Since then obviously a lot has changed. We haven’t had community transmission in around 100 days but that doesn’t mean the risk is over.

On Monday I called Healthline as I had a cold and after months of sitting through press conferences about the importance of testing, I felt like it was the responsible thing to do.

I had an extensive conversation with a lady on the phone, explaining my symptoms. Eventually she tells me that I need to call my GP who will assess if I need a test. Odd, calling Healthline didn’t seem like a great use of my time after all.

I immediately leave a message with the GP. The nurse calls me back who I again relay my symptoms to. She tells me the GP needs to call me back. The GP does on Monday afternoon to tell me someone will call on Tuesday with details of how to get a test.

Eventually on Wednesday morning (a full day late) I get a call giving me a time of later that afternoon for a test. Not ideal to this point but it soon gets more confusing.

When I got there I was informed by the nurses that I needed to self-isolate after being tested. I challenged them on this as I knew a few weeks back that rule changed in an effort to encourage more people to get tested. Plus, when I called Healthline they told me the opposite.

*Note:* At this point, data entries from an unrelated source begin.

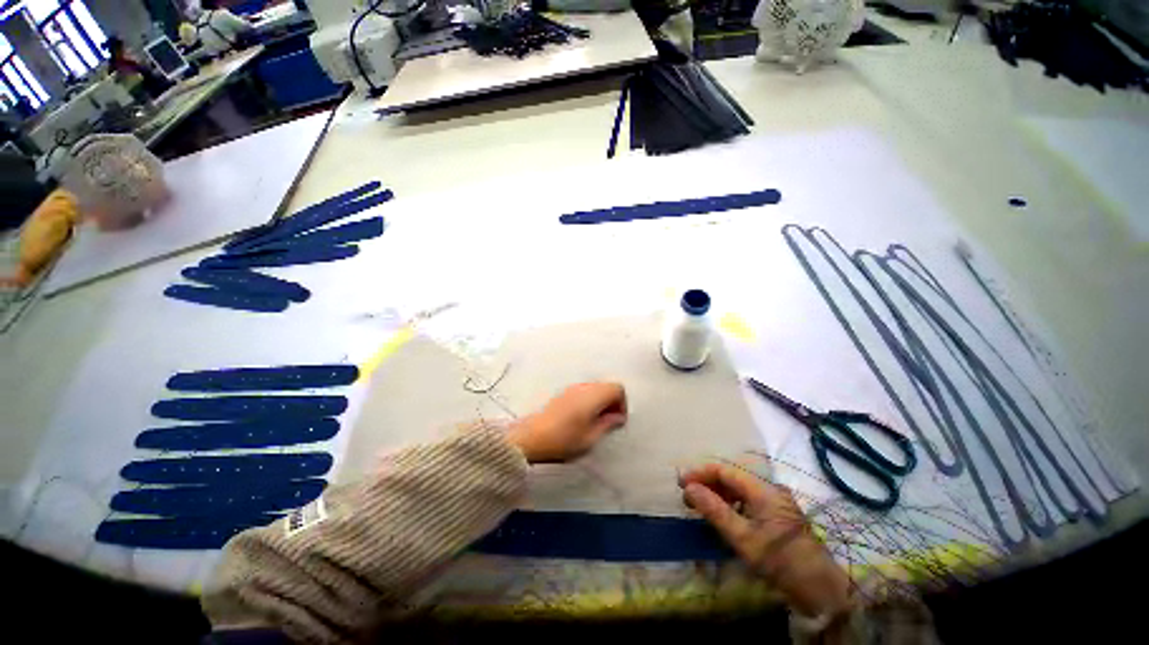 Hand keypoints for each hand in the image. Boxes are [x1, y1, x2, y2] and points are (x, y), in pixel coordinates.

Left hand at [506, 383, 626, 463]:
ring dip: (601, 401)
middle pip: (607, 386)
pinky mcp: (563, 394)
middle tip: (609, 421)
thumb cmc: (563, 440)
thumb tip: (618, 417)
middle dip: (612, 401)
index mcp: (593, 396)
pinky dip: (590, 400)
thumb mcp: (590, 438)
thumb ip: (607, 424)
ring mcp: (572, 388)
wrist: (531, 437)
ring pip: (595, 388)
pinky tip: (582, 418)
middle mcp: (584, 387)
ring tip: (596, 421)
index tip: (617, 420)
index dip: (622, 403)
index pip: (617, 388)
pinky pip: (584, 391)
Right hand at [680, 464, 852, 618]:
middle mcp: (769, 488)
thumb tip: (690, 489)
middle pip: (731, 476)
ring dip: (717, 492)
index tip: (681, 483)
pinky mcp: (777, 513)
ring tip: (699, 504)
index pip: (725, 470)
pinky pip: (747, 499)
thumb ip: (715, 510)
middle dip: (707, 482)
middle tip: (687, 496)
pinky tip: (720, 513)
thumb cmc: (781, 562)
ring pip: (738, 487)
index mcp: (763, 489)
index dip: (700, 473)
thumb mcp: (743, 538)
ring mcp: (775, 500)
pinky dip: (730, 503)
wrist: (822, 590) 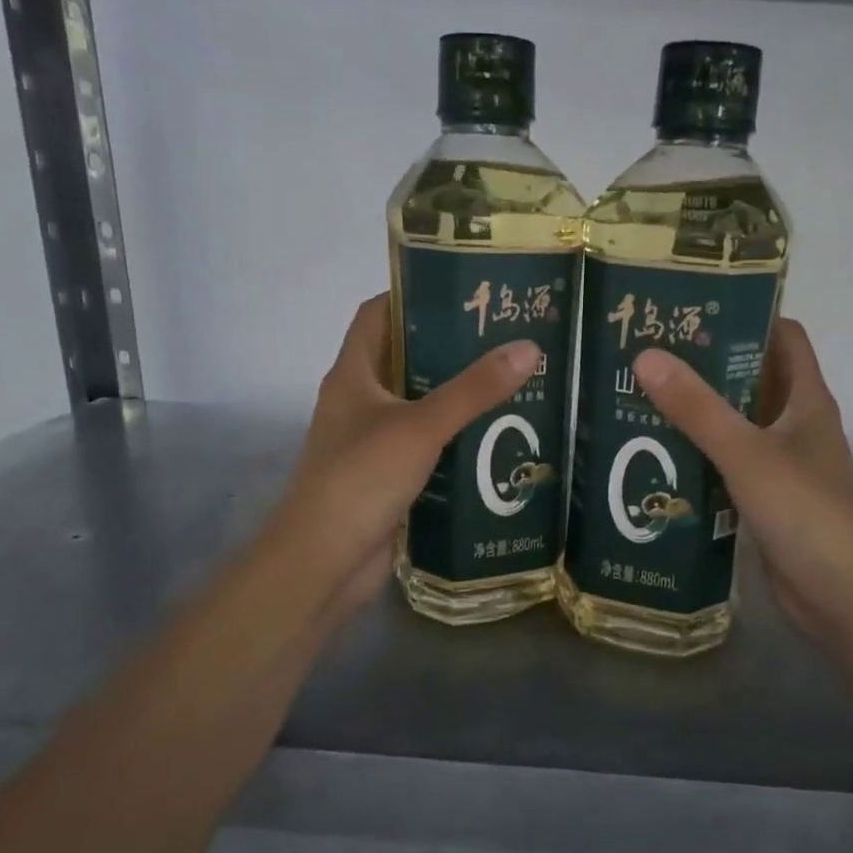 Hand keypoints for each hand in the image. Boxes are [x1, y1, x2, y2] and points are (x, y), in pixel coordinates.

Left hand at [262, 294, 539, 627]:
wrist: (324, 561)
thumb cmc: (361, 479)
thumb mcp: (421, 426)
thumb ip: (473, 389)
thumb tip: (528, 348)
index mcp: (353, 375)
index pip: (378, 315)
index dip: (415, 296)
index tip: (466, 291)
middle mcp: (359, 403)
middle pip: (406, 360)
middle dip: (451, 349)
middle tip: (506, 339)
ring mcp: (372, 443)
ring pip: (420, 407)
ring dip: (458, 398)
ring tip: (513, 384)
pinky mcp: (388, 479)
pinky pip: (427, 448)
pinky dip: (456, 441)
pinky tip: (496, 441)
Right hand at [631, 319, 852, 657]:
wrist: (842, 597)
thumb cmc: (805, 513)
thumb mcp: (747, 454)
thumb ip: (698, 408)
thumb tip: (646, 356)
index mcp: (807, 400)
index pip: (782, 336)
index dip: (745, 315)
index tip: (691, 308)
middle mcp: (797, 426)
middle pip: (752, 379)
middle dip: (706, 365)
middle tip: (647, 354)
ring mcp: (782, 465)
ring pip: (736, 425)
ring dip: (698, 414)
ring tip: (639, 398)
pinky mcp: (766, 500)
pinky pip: (728, 465)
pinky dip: (699, 456)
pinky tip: (657, 458) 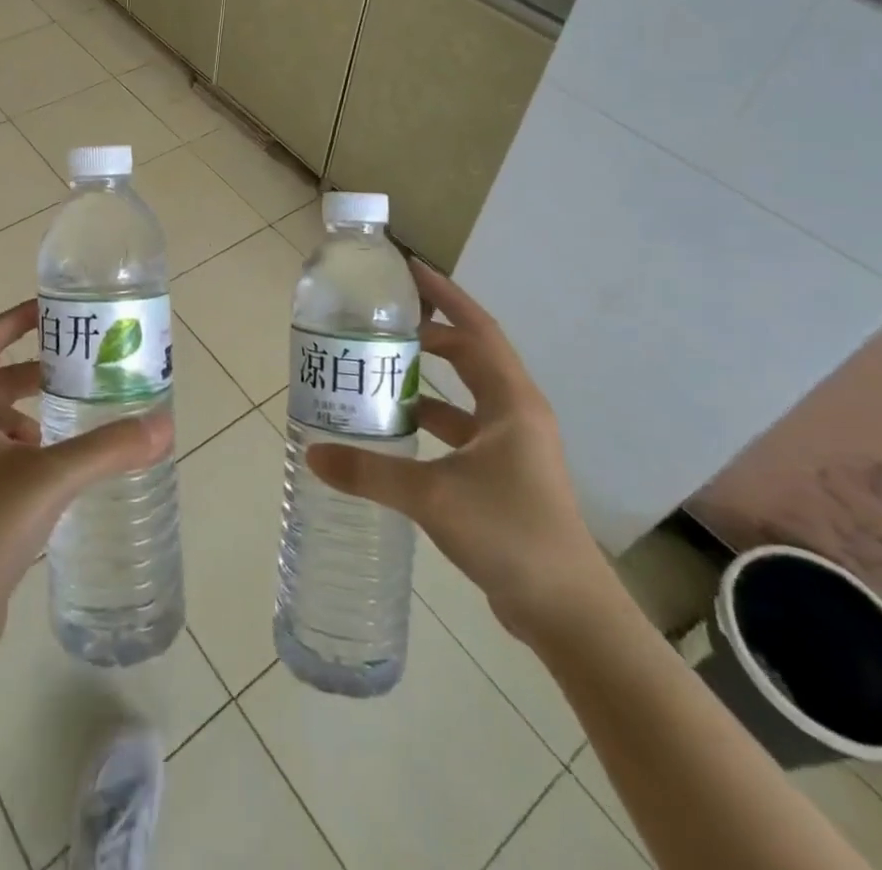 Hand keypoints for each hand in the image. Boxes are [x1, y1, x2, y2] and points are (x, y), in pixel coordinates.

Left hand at [0, 300, 173, 655]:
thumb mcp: (49, 480)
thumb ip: (106, 449)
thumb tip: (163, 425)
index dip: (16, 321)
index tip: (54, 311)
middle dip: (36, 370)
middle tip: (81, 366)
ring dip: (32, 411)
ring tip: (76, 417)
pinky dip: (29, 447)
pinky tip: (60, 469)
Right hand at [305, 260, 614, 642]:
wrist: (567, 611)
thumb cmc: (509, 533)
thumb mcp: (433, 496)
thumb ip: (370, 472)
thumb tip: (314, 453)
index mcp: (511, 401)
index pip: (477, 329)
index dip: (445, 296)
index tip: (410, 271)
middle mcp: (516, 413)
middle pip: (471, 354)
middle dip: (431, 332)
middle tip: (384, 319)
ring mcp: (513, 445)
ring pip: (466, 393)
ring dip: (430, 377)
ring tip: (382, 366)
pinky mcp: (506, 473)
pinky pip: (463, 427)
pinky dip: (433, 417)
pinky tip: (399, 426) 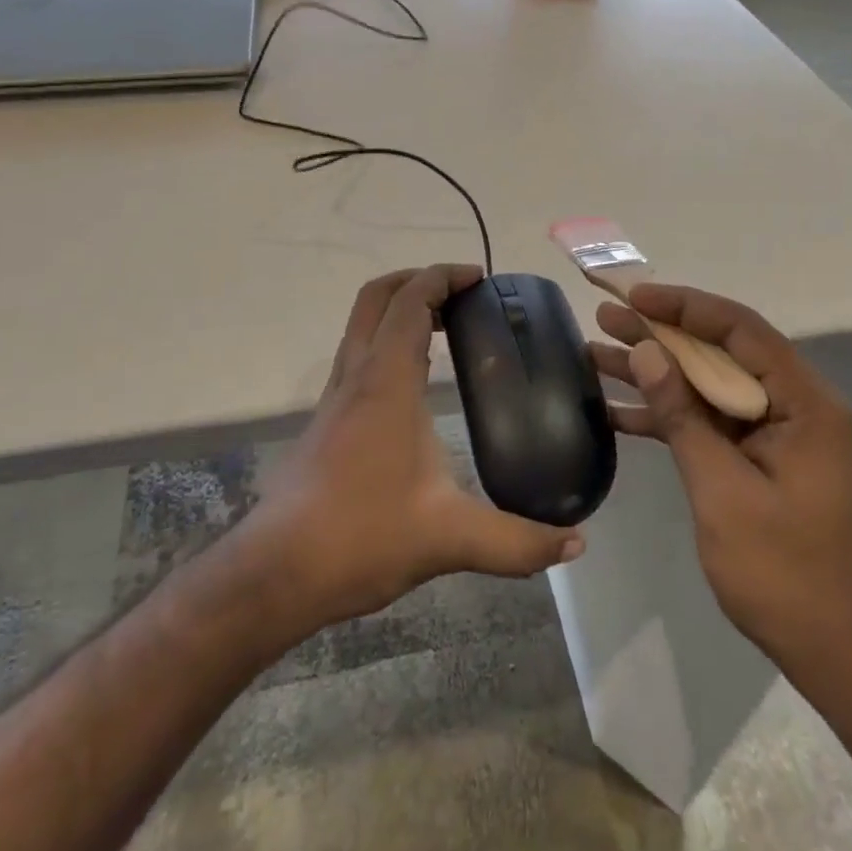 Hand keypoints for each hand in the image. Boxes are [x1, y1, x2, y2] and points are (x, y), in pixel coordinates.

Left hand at [246, 265, 584, 632]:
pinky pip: (357, 355)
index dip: (443, 277)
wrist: (276, 572)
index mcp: (385, 382)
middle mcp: (356, 376)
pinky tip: (413, 384)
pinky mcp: (326, 421)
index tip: (479, 279)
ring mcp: (335, 397)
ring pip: (360, 325)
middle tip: (460, 295)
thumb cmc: (361, 537)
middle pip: (376, 297)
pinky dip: (386, 342)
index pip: (410, 302)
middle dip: (416, 280)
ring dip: (398, 310)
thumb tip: (575, 543)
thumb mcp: (449, 538)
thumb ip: (517, 541)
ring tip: (444, 329)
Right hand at [592, 283, 851, 689]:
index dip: (685, 306)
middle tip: (605, 318)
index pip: (741, 330)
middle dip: (660, 335)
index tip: (636, 297)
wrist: (832, 648)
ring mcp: (775, 430)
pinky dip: (667, 415)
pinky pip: (708, 420)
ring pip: (708, 384)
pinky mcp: (756, 455)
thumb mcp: (722, 489)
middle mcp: (794, 404)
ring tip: (596, 353)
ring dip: (655, 373)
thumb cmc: (783, 570)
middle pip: (720, 352)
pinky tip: (615, 411)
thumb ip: (682, 415)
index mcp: (804, 401)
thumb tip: (646, 352) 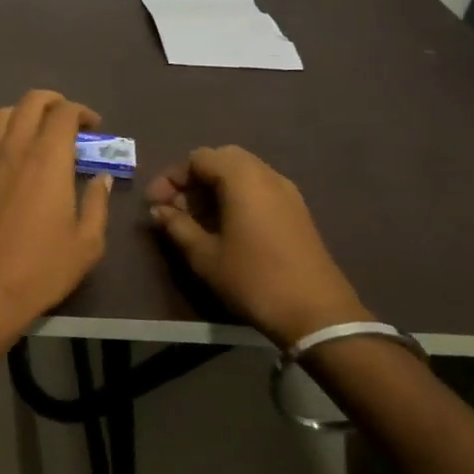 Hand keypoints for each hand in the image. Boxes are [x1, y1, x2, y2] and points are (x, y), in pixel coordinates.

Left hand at [0, 91, 111, 347]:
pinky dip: (3, 136)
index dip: (82, 112)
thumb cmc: (42, 266)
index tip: (94, 127)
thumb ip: (97, 203)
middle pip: (30, 102)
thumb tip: (100, 178)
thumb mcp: (87, 241)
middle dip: (53, 102)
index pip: (63, 113)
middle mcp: (14, 148)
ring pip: (1, 115)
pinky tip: (14, 159)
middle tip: (69, 120)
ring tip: (39, 132)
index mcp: (47, 157)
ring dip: (23, 113)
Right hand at [146, 146, 369, 348]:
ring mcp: (286, 192)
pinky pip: (259, 188)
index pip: (198, 158)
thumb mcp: (204, 255)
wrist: (318, 314)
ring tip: (196, 220)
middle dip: (193, 179)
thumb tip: (159, 211)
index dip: (171, 178)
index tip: (155, 205)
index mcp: (242, 178)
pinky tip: (225, 227)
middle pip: (221, 159)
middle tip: (176, 207)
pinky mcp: (297, 210)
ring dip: (214, 188)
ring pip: (242, 173)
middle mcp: (266, 175)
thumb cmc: (253, 279)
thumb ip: (177, 226)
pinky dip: (236, 197) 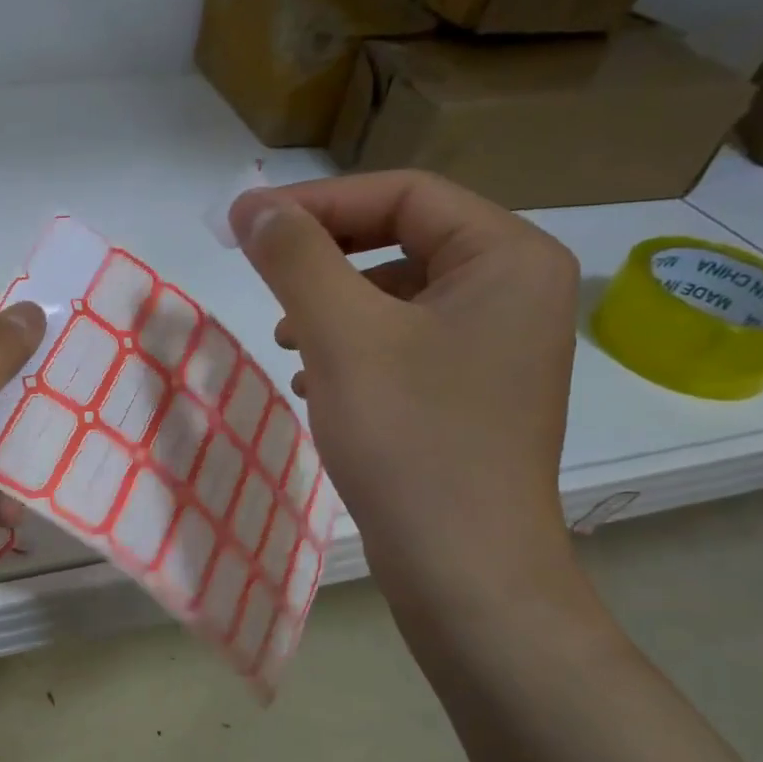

They were adamant, pointing to the piece of paper they were giving to everyone that gets tested. It does indeed say you “must self-isolate”. But that’s the opposite of what the Ministry of Health website says and what Dr Ashley Bloomfield has told the public.

Upon further inspection it appears they’ve given myself, and everyone else being tested, the wrong information, including the wrong piece of paper. Some people do need to self isolate but only those who are high risk. People who work at the border, are a close contact of someone who has tested positive etc.

It’s just another example of Government ministers and Dr Bloomfield saying one thing, and what’s happening on the ground being the opposite.

And while this for me is an annoying anecdote that ended well (I’ve tested negative both times), here’s why it matters: we need people to get tested.

At least 4000 people a day in the community (that’s excluding those in isolation hotels) need to be tested so that we can be sure New Zealand is Covid-free.

But for about a month now we’ve been well below that number, although this week it has been reached a few times after a significant push from health officials and multiple pop-up centres. That’s encouraging but realistically we will need this high level of testing to be the norm, not the exception for a long time.

New Zealand might not right now be in the middle of an outbreak but we need to be prepared. We need to test like we could be there tomorrow, because that’s not out of the realm of possibility.

People questioning whether they need to be tested for Covid-19 shouldn’t have to jump through any hoops. For me it took five phone calls, three days and a decent amount of perseverance to get a test.

And we also can’t risk contrary and incorrect information being given on the frontline. It undermines trust, it confuses the public and it becomes a deterrent for people to get tested.

The bottom line is that it shouldn’t be difficult to do the right thing during a global pandemic.

* Jessica Roden is the 1 NEWS political producer.